Esse conflito interno é o principal motivo de Angela Merkel não ter ainda declarado se concorrerá ao quarto mandato. É provável que faça o anúncio na convenção do CDU em dezembro. Como previsível, o primeiro-ministro Horst Seehofer não foi convidado para participar da convenção.

Em teoria o Partido Social-Democrata (SPD), de centro-esquerda, beneficia-se com essa disputa. Embora seja o terceiro partido da “grande coalizão” que governa a Alemanha, o SPD será o principal rival do CDU-CSU durante a campanha. Porém o SPD é um partido desorganizado e no momento não se sabe ainda quem seria o candidato a chanceler.
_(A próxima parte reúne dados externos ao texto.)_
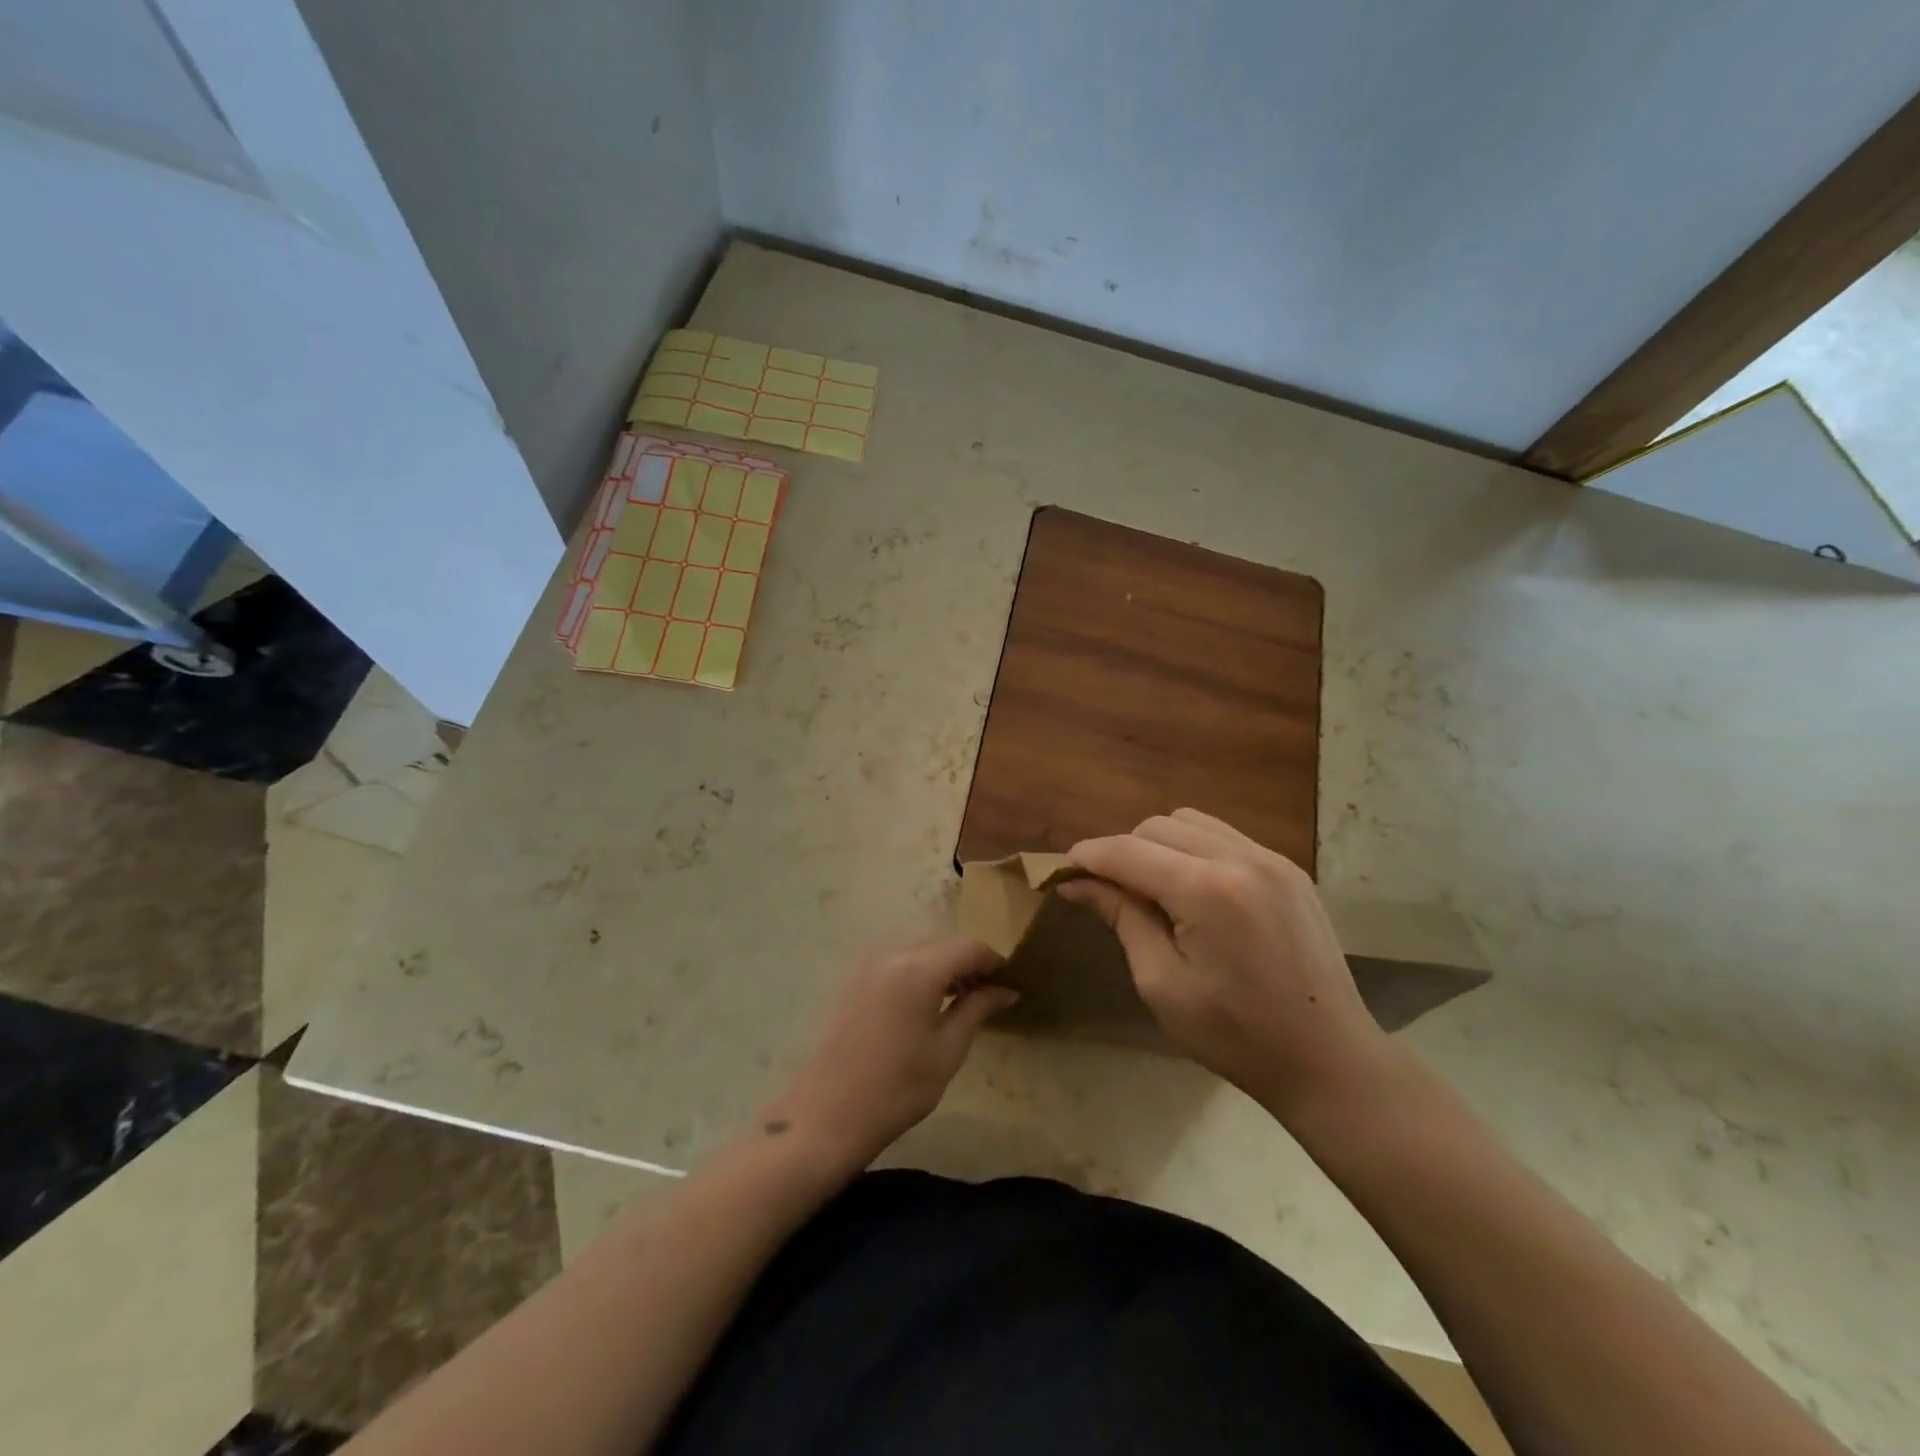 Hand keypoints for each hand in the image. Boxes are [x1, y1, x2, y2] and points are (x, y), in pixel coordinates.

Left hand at [764, 937, 1016, 1172]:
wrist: (829, 1113)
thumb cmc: (898, 1087)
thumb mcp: (948, 1049)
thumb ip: (977, 1008)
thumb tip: (1006, 989)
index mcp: (918, 967)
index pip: (968, 947)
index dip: (994, 961)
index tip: (1011, 982)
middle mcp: (891, 952)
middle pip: (943, 944)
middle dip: (969, 963)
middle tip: (991, 993)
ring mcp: (868, 962)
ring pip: (920, 949)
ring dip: (944, 966)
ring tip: (963, 999)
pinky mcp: (855, 977)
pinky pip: (899, 960)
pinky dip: (920, 971)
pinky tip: (929, 1001)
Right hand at [1062, 809, 1395, 1120]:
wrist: (1330, 1059)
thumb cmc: (1236, 1035)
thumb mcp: (1161, 983)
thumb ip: (1121, 919)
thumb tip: (1076, 883)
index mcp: (1206, 890)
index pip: (1128, 851)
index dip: (1089, 855)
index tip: (1062, 869)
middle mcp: (1240, 858)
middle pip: (1158, 825)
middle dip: (1123, 850)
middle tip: (1107, 890)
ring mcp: (1271, 859)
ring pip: (1191, 822)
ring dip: (1158, 844)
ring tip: (1151, 888)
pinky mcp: (1290, 870)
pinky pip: (1225, 837)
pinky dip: (1194, 849)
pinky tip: (1193, 889) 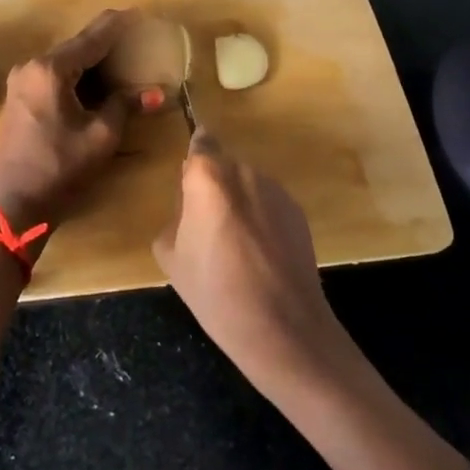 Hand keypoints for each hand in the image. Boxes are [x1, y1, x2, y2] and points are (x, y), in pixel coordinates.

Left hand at [0, 9, 146, 251]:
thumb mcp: (100, 137)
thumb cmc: (59, 169)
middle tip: (136, 40)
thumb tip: (157, 92)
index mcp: (51, 69)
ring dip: (92, 61)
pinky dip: (76, 74)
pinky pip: (53, 74)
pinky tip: (96, 82)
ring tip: (122, 60)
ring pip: (64, 60)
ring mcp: (21, 81)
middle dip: (107, 43)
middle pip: (76, 45)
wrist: (12, 205)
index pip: (93, 37)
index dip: (119, 25)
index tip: (140, 14)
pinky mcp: (18, 97)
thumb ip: (126, 106)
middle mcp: (31, 66)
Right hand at [153, 129, 346, 395]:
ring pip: (248, 185)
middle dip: (214, 186)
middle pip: (223, 165)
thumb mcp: (170, 255)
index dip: (194, 157)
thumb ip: (176, 217)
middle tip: (206, 225)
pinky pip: (269, 204)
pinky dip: (261, 218)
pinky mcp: (299, 212)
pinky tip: (260, 255)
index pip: (200, 142)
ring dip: (239, 202)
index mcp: (208, 177)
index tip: (188, 181)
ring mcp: (276, 191)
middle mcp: (244, 172)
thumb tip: (190, 212)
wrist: (282, 326)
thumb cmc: (215, 291)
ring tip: (235, 245) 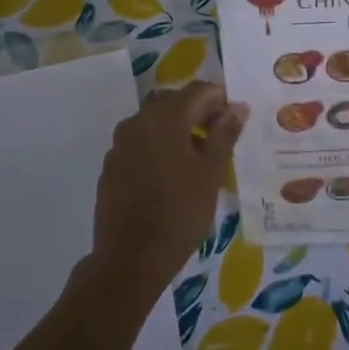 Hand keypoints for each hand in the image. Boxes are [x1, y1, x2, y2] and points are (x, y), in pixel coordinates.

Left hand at [81, 81, 247, 308]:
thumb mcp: (211, 174)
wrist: (130, 258)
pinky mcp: (111, 166)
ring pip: (154, 124)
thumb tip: (237, 107)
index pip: (199, 90)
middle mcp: (137, 122)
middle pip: (174, 103)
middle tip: (220, 141)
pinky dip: (158, 149)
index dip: (221, 100)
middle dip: (199, 114)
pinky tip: (170, 178)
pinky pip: (139, 145)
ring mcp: (119, 144)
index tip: (236, 122)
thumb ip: (224, 135)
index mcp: (165, 118)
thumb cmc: (180, 213)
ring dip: (177, 131)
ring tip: (197, 161) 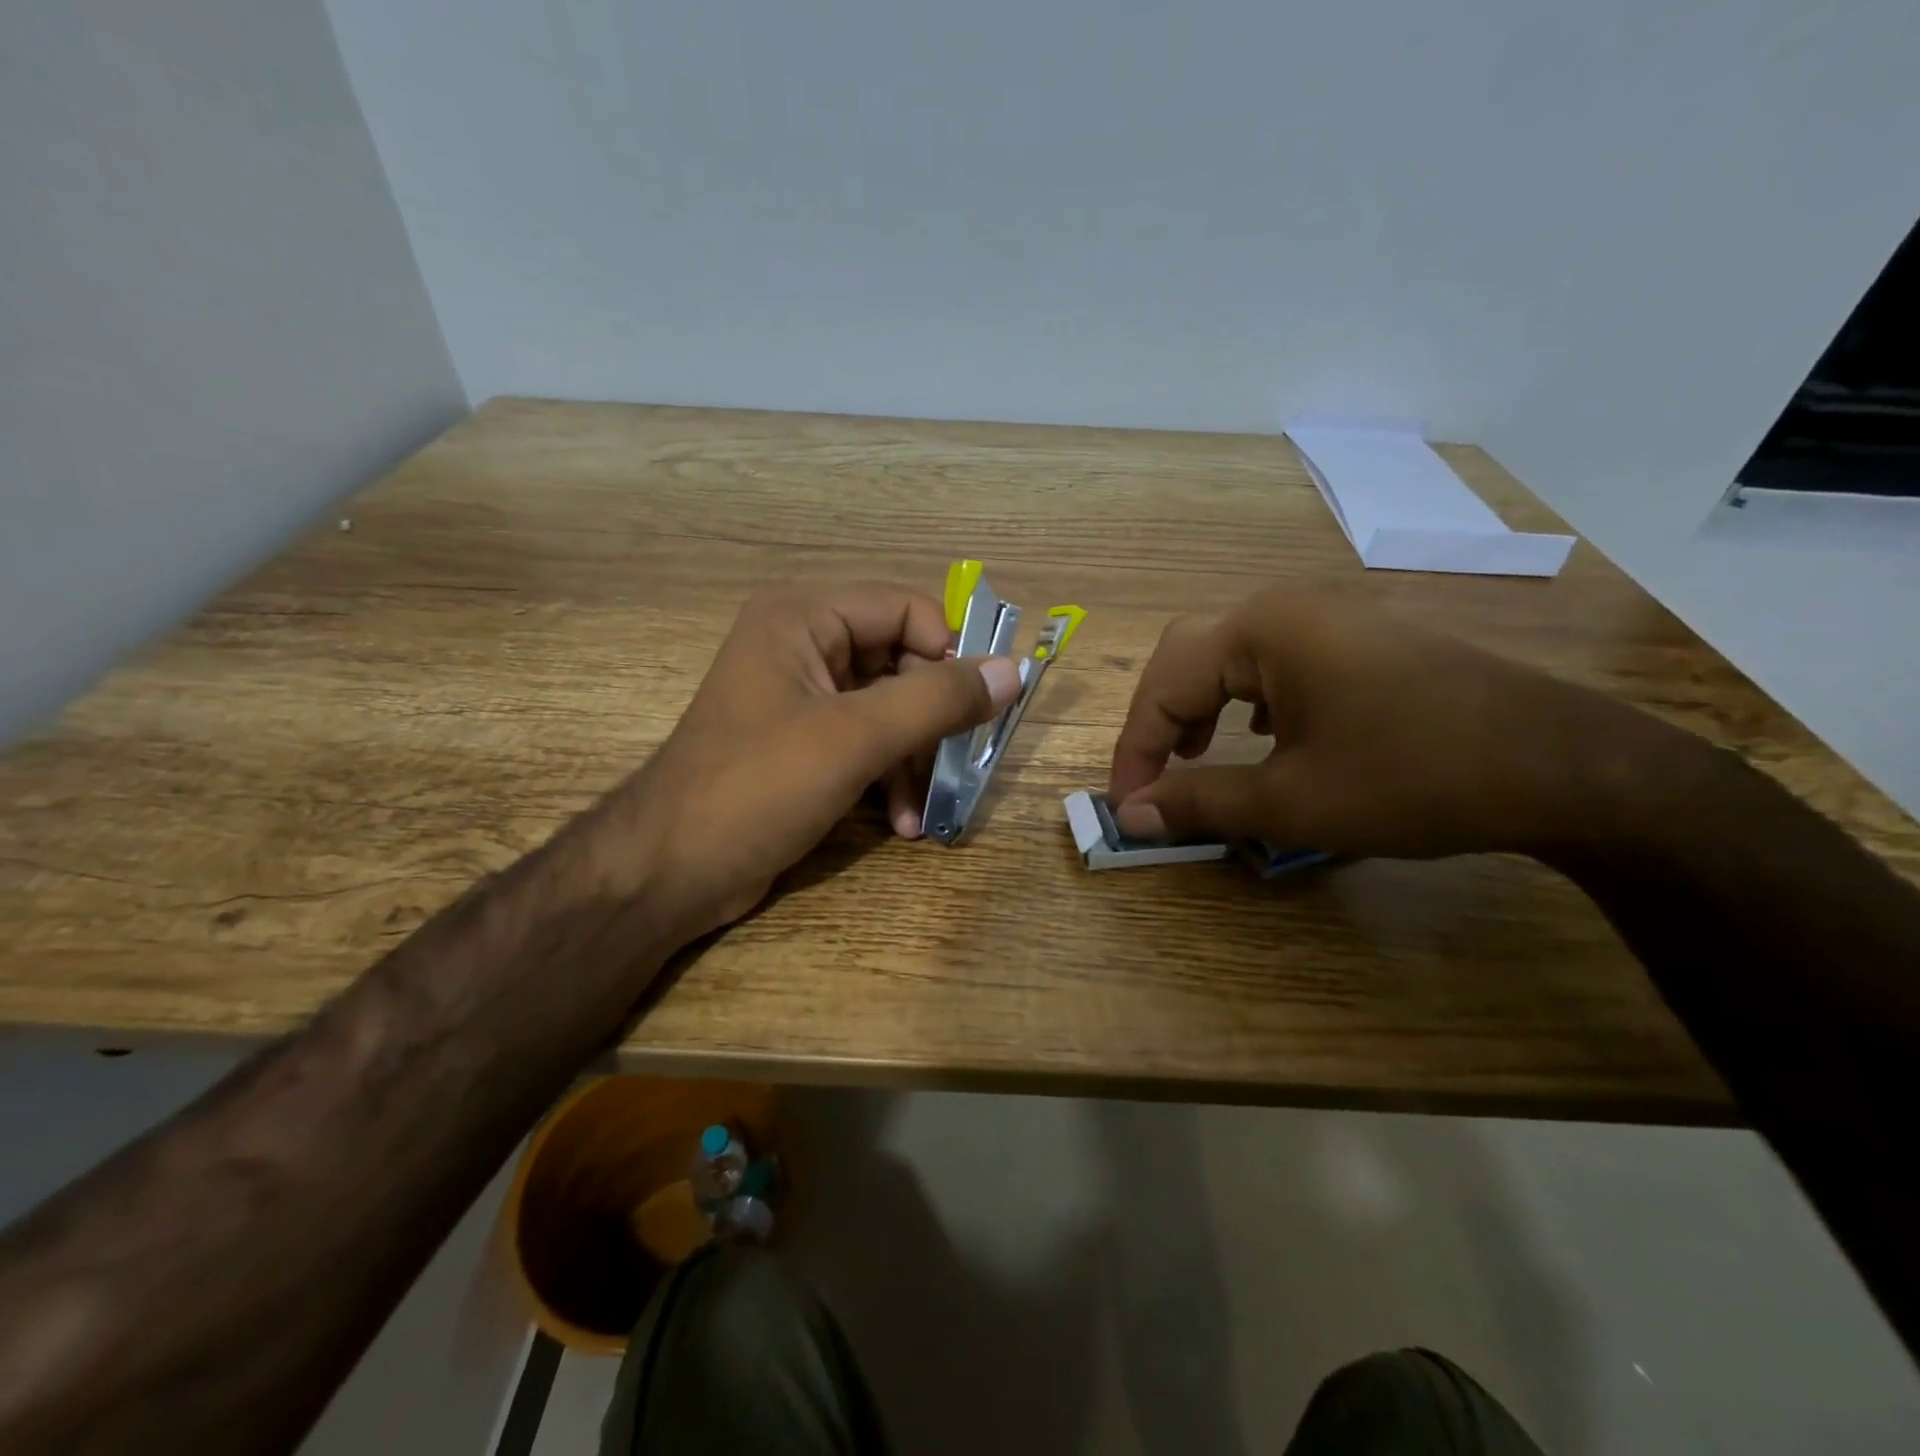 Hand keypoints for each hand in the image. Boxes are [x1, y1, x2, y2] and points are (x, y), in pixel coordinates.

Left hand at [615, 582, 1020, 942]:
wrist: (669, 871)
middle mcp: (803, 644)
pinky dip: (889, 776)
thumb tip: (1011, 671)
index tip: (976, 709)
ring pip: (889, 709)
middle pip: (902, 662)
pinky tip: (902, 823)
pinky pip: (866, 742)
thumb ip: (936, 700)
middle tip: (958, 767)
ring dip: (914, 759)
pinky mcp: (803, 742)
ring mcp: (802, 696)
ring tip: (925, 810)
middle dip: (931, 721)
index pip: (906, 610)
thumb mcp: (854, 738)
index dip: (947, 654)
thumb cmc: (757, 787)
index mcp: (804, 617)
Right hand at [1107, 583, 1675, 857]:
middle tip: (1154, 777)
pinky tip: (1261, 734)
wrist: (1563, 766)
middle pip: (1189, 655)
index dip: (1135, 749)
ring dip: (1200, 705)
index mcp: (1261, 628)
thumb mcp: (1292, 800)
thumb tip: (1130, 814)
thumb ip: (1198, 802)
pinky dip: (1246, 699)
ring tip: (1196, 755)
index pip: (1163, 684)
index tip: (1126, 807)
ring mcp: (1330, 616)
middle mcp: (1287, 606)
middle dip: (1160, 719)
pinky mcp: (1361, 638)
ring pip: (1231, 655)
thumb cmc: (1413, 777)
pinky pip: (1276, 660)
Um nome cotado é o de Sigmar Gabriel, o líder do partido, além de vice-chanceler e ministro da Economia e Tecnologia do gabinete Merkel. Corpulento e jovial, Gabriel pode ser uma aposta errada. Há pouco tempo, fez um gesto obsceno em resposta às provocações de manifestantes de extrema direita. A cena foi gravada em vídeo e divulgada nas redes sociais. Muitos membros do SPD acham que ele tem uma personalidade errática e preferem indicar Martin Schulz, presidente do Parlamento Europeu. Mas talvez Schulz prefira ficar em Estrasburgo.

No confronto direto, Angela Merkel venceria os dois candidatos. Segundo as pesquisas, Merkel obteria 62% dos votos contra 25% de Gabriel. Na disputa com Schulz, ela venceria com uma margem menor de 48% contra 37%. Mas os alemães não escolhem o chanceler com o voto direto, uma tarefa que cabe à maioria dos parlamentares do Bundestag. Assim, tudo se resume a uma coalizão política.